Human Interface Devices

One major internal change in Linux 2.6 is the reworking of much of the human interface layer. The human interface layer is the center of the user experience of a Linux system, including the video output, mice, and keyboards. In the new version of the kernel, this layer has been reworked and modularized to a much greater extent than ever before. It is now possible to create a completely "headless" Linux system without any included support for a display or anything. The primary benefit of this modularity may be for embedded developers making devices that can only be administrated over the network or serial, but end-users benefit as many of the underlying assumptions about devices and architectures has been modularized out. For example, it was previously always assumed that if you had a PC that you would need support for a standard AT (i8042) keyboard controller; the new version of Linux removes this requirement so that unnecessary code can be kept out of legacy-less systems.

Support to Linux's handling of monitor output has also received a number of changes, although most of these are useful only in configurations that make use of the kernel's internal framebuffer console subsystem. (Most Intel Linux boxes are not configured this way, but that is not the case for many other architectures.) In my personal opinion, the best feature is that the boot logo (a cute penguin, if you've never seen it) now supports resolutions up to 24bpp. That aside, other new features for the console include resizing and rotating (for PDAs and similar) and expanded acceleration support for more hardware. And finally, Linux has now included kernel support for querying VESA ("Video Electronics Standard Association") monitors for capability information, although XFree86 and most distributions installation systems already have covered this detail in user-space.

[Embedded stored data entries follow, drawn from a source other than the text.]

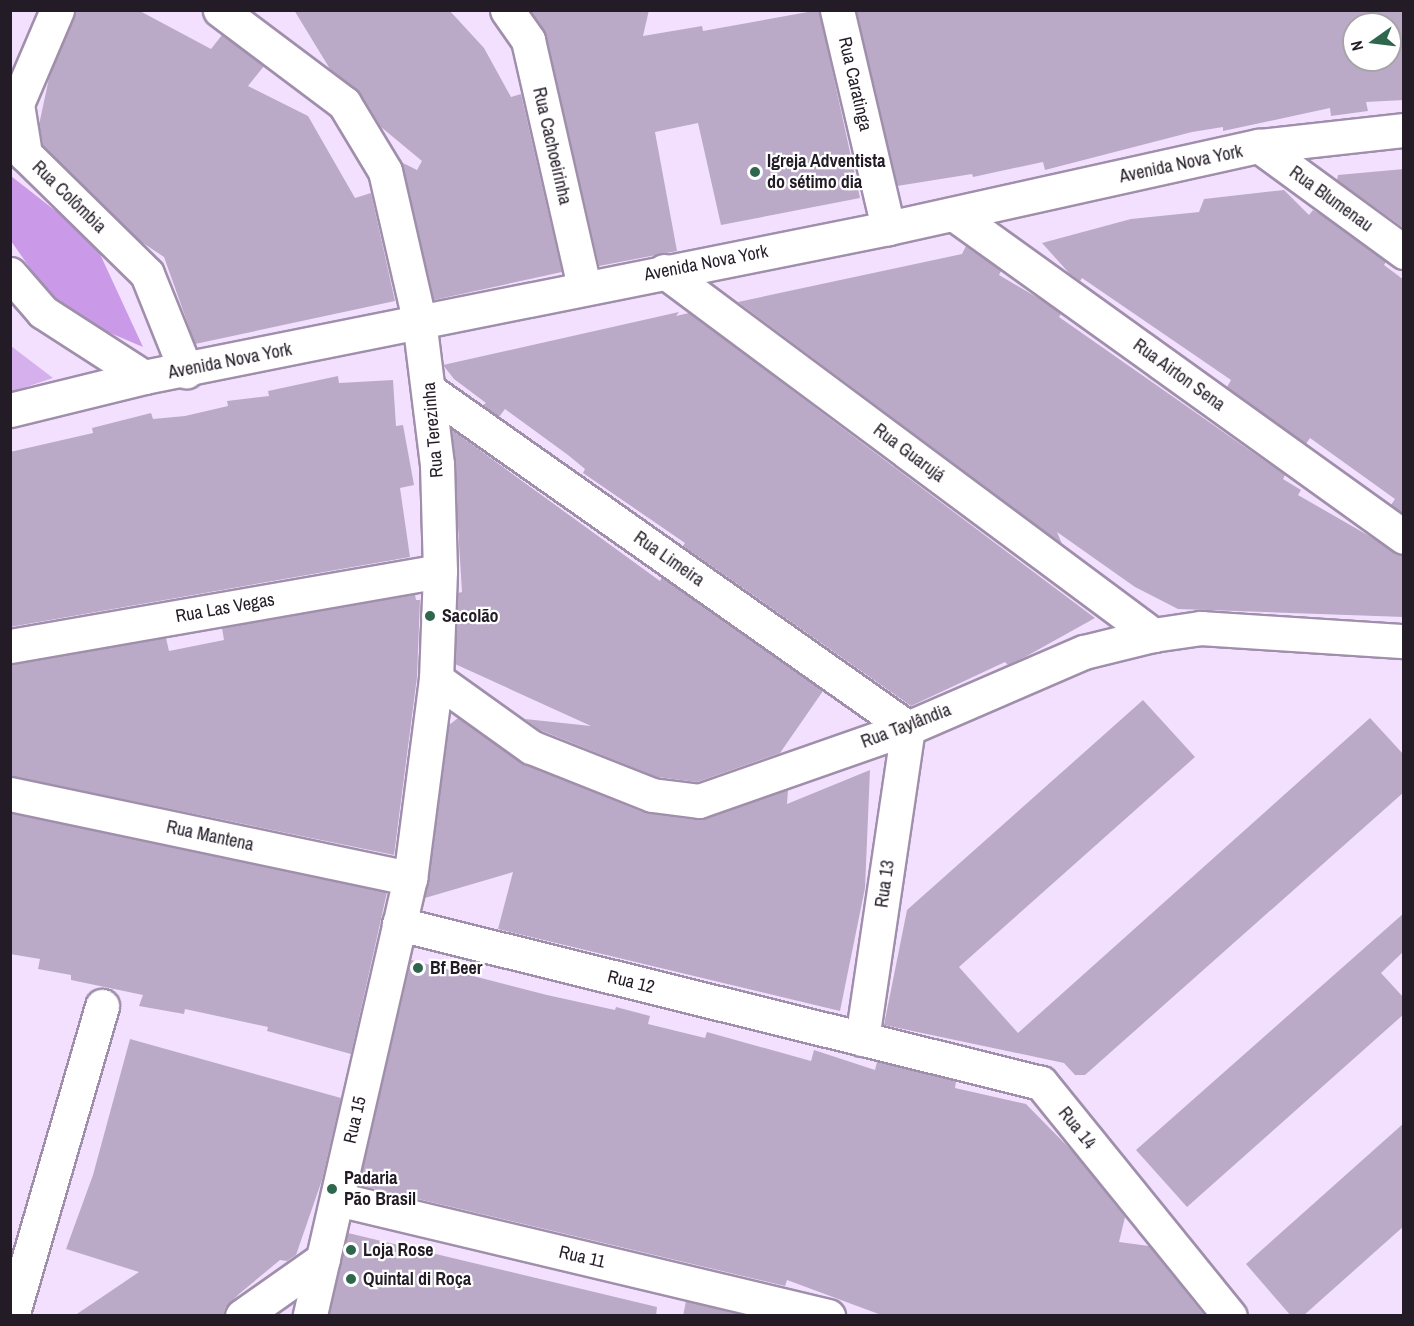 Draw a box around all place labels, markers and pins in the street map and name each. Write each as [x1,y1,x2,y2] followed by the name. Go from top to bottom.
[767,151,886,194] place label: Igreja Adventista do sétimo dia
[748,165,762,179] marker: Igreja Adventista do sétimo dia
[442,605,499,627] place label: Sacolão
[423,609,437,623] marker: Sacolão
[430,957,482,979] place label: Bf Beer
[411,961,425,975] marker: Bf Beer
[344,1168,416,1210] place label: Padaria Pão Brasil
[325,1182,339,1196] marker: Padaria Pão Brasil
[363,1239,434,1261] place label: Loja Rose
[344,1243,358,1257] marker: Loja Rose
[363,1268,471,1290] place label: Quintal di Roça
[344,1272,358,1286] marker: Quintal di Roça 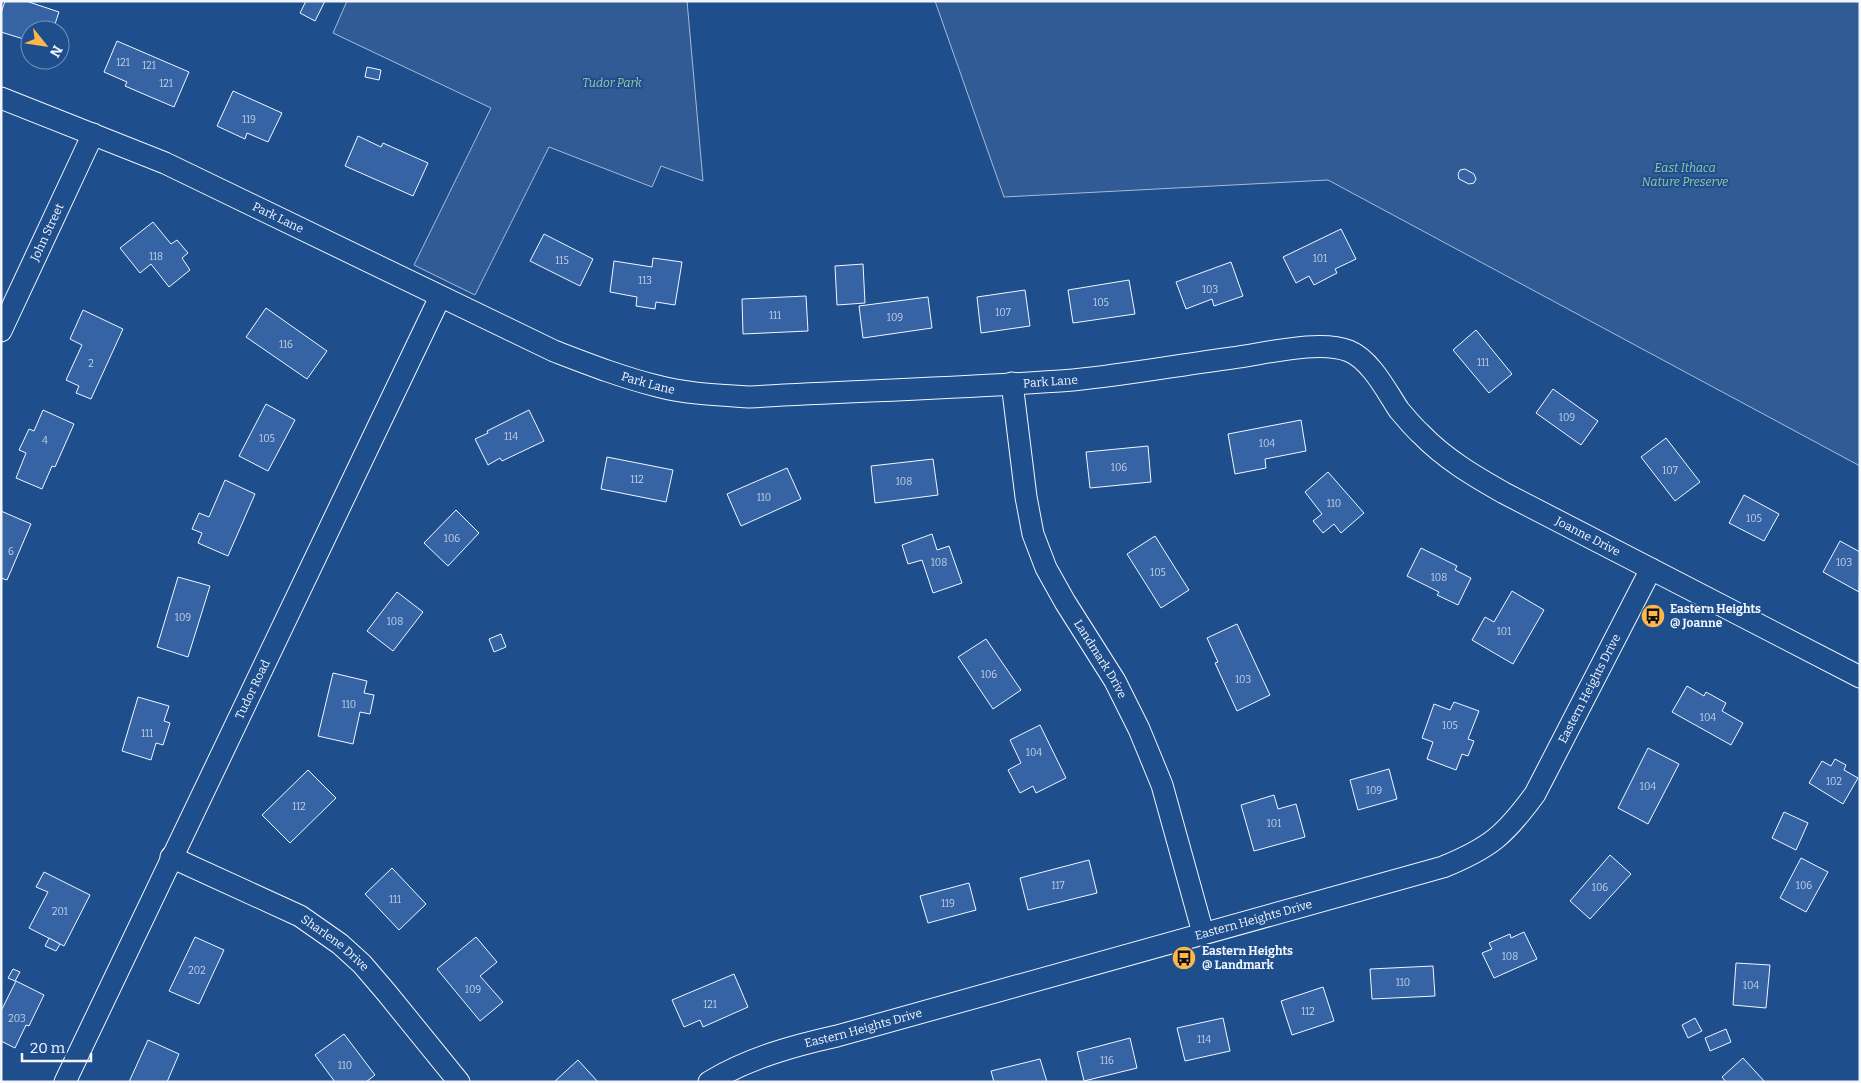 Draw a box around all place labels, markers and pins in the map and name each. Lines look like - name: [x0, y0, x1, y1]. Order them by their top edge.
- place label: Eastern Heights @ Joanne: [1670, 602, 1761, 630]
- bus stop icon: Eastern Heights @ Joanne: [1640, 603, 1666, 629]
- place label: Eastern Heights @ Landmark: [1202, 944, 1293, 972]
- bus stop icon: Eastern Heights @ Landmark: [1171, 945, 1197, 971] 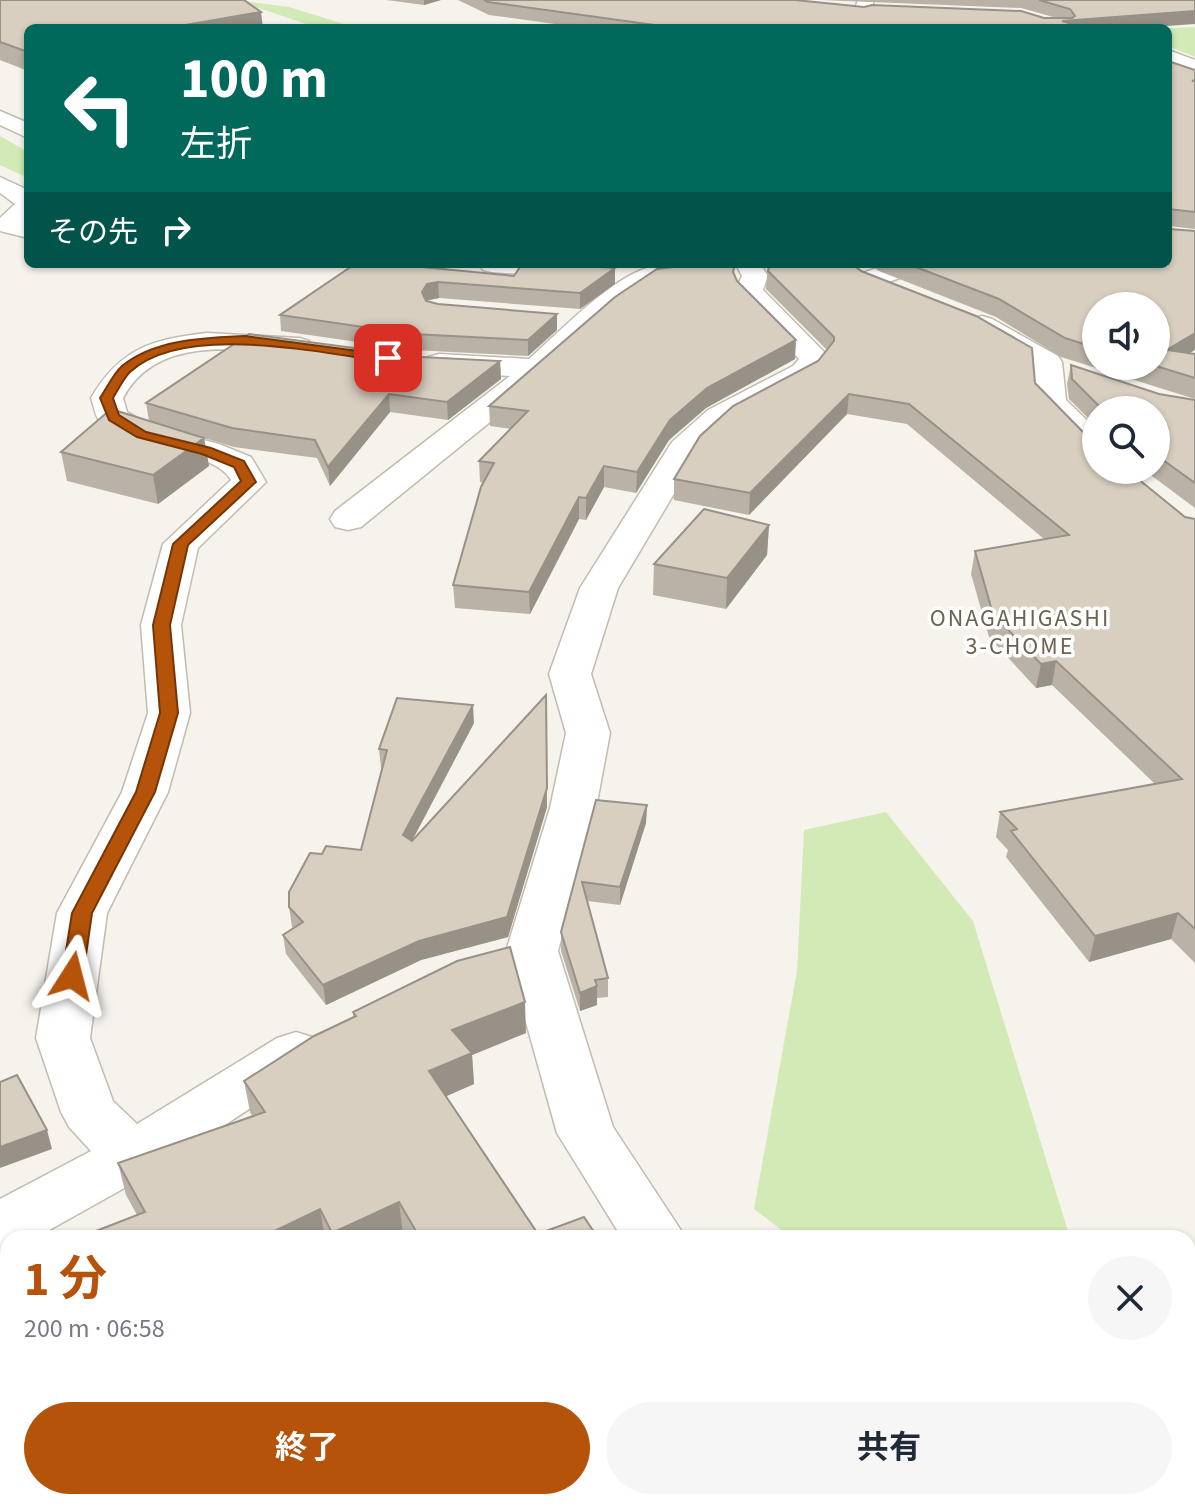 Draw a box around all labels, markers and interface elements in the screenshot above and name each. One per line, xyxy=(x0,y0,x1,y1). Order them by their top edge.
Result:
text: 100 m xyxy=(180,40,328,119)
icon: left xyxy=(48,56,152,160)
text: 左折 xyxy=(180,119,252,170)
icon: right xyxy=(154,208,198,252)
text: その先 xyxy=(48,211,138,254)
map controls xyxy=(1082,292,1170,484)
button: sound xyxy=(1082,292,1170,380)
pin xyxy=(354,324,422,392)
icon: arrive xyxy=(366,336,410,380)
button: search xyxy=(1082,396,1170,484)
district label: ONAGAHIGASHI 3-CHOME xyxy=(930,601,1110,664)
position arrow xyxy=(30,934,114,1018)
text: 1 分 xyxy=(24,1246,107,1314)
button: close xyxy=(1088,1256,1172,1340)
text: 200 m · 06:58 xyxy=(24,1310,165,1347)
button: 終了 xyxy=(24,1402,590,1494)
button: 共有 xyxy=(606,1402,1172,1494)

In addition to the big changes, Linux 2.6 also includes a number of smaller changes for human interaction. Touch screens, for example, are now supported. The mouse and keyboard drivers have also been updated and standardized to only export a single device node ("/dev/input/mouse0", for example) regardless of the underlying hardware or protocol. Bizarre mice (with multiple scroll wheels, for example) are now also supported. PC keyboard key mappings have also been updated to follow the Windows "standard" for extended keys. Joystick support has also been improved thanks not only to the addition of many new drivers (including the X Box gamepad), but also to include newer features such as force-feedback. And finally (but not least important), the new release also includes support for the Tieman Voyager braille TTY device to allow blind users better access to Linux. (This feature is important enough that it has been back-ported to Linux 2.4 already.)

As a side note, Linux has also changed the "system request" interface to better support systems without a local keyboard. The system request ("sysrq") interface is a method for systems administrators at the local console to get debugging information, force a system reboot, remount filesystems read-only, and do other wizardly things. Since Linux 2.6 now supports a completely headless system, it is now also possible to trigger these events using the /proc filesystem. (Of course, if your system hangs and you need to force it to do things, this may not be of much help to you.)

Audio & Multimedia

One of the most anticipated new features of Linux 2.6 for desktop users is the inclusion of ALSA (the "Advanced Linux Sound Architecture") in lieu of the older sound system. The older system, known as OSS for "Open Sound System", has served Linux since the early days but had many architectural limitations. The first major improvement with the new system is that it has been designed from the start to be completely thread and SMP-safe, fixing problems with many of the old drivers where they would not work properly outside the expected "desktop-means-single-cpu paradigm." More importantly, the drivers have been designed to be modular from the start (users of older versions of Linux will remember that modularity was retro-fitted onto the sound system around Linux 2.2), and that this allows for improved support for systems with multiple sound cards, including multiple types of sound cards. Regardless of how pretty the internals are, the system would not be an improvement for users if it did not have neat new whiz-bang features, and the new sound system has many of those. Key among them are support for newer hardware (including USB audio and MIDI devices), full-duplex playback and recording, hardware and non-interleaved mixing, support for "merging" sound devices, and other things. Whether you are an audiophile or just someone that likes to play MP3s, Linux's improved sound support should be a welcome step forward.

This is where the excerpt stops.